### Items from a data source
Start of Block

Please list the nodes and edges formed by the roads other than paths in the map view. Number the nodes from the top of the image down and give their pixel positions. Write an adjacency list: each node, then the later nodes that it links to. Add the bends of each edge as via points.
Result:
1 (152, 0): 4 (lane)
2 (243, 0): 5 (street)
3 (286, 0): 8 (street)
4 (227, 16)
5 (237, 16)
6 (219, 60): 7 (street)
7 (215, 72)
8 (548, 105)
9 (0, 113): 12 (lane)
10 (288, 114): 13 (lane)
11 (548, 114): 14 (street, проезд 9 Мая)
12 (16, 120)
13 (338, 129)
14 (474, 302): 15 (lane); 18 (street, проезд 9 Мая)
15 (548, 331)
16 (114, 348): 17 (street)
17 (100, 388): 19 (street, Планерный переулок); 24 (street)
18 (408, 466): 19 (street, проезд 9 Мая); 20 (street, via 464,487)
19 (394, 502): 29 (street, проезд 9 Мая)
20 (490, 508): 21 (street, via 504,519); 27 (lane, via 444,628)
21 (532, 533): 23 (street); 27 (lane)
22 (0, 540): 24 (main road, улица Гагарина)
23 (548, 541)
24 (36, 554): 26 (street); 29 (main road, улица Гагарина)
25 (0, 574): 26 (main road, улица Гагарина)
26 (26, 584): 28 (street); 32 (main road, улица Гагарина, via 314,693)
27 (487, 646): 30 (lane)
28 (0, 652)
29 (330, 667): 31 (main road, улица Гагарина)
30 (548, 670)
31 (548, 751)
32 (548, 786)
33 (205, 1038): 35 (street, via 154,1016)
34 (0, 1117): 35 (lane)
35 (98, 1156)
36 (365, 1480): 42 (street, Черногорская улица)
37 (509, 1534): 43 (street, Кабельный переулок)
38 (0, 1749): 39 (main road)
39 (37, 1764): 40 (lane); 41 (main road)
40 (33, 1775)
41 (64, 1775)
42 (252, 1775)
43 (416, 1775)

End of Block

### Exercise goal
Give the data again, exactly as written.

### Solution to the problem
Please list the nodes and edges formed by the roads other than paths in the map view. Number the nodes from the top of the image down and give their pixel positions. Write an adjacency list: each node, then the later nodes that it links to. Add the bends of each edge as via points.
Result:
1 (152, 0): 4 (lane)
2 (243, 0): 5 (street)
3 (286, 0): 8 (street)
4 (227, 16)
5 (237, 16)
6 (219, 60): 7 (street)
7 (215, 72)
8 (548, 105)
9 (0, 113): 12 (lane)
10 (288, 114): 13 (lane)
11 (548, 114): 14 (street, проезд 9 Мая)
12 (16, 120)
13 (338, 129)
14 (474, 302): 15 (lane); 18 (street, проезд 9 Мая)
15 (548, 331)
16 (114, 348): 17 (street)
17 (100, 388): 19 (street, Планерный переулок); 24 (street)
18 (408, 466): 19 (street, проезд 9 Мая); 20 (street, via 464,487)
19 (394, 502): 29 (street, проезд 9 Мая)
20 (490, 508): 21 (street, via 504,519); 27 (lane, via 444,628)
21 (532, 533): 23 (street); 27 (lane)
22 (0, 540): 24 (main road, улица Гагарина)
23 (548, 541)
24 (36, 554): 26 (street); 29 (main road, улица Гагарина)
25 (0, 574): 26 (main road, улица Гагарина)
26 (26, 584): 28 (street); 32 (main road, улица Гагарина, via 314,693)
27 (487, 646): 30 (lane)
28 (0, 652)
29 (330, 667): 31 (main road, улица Гагарина)
30 (548, 670)
31 (548, 751)
32 (548, 786)
33 (205, 1038): 35 (street, via 154,1016)
34 (0, 1117): 35 (lane)
35 (98, 1156)
36 (365, 1480): 42 (street, Черногорская улица)
37 (509, 1534): 43 (street, Кабельный переулок)
38 (0, 1749): 39 (main road)
39 (37, 1764): 40 (lane); 41 (main road)
40 (33, 1775)
41 (64, 1775)
42 (252, 1775)
43 (416, 1775)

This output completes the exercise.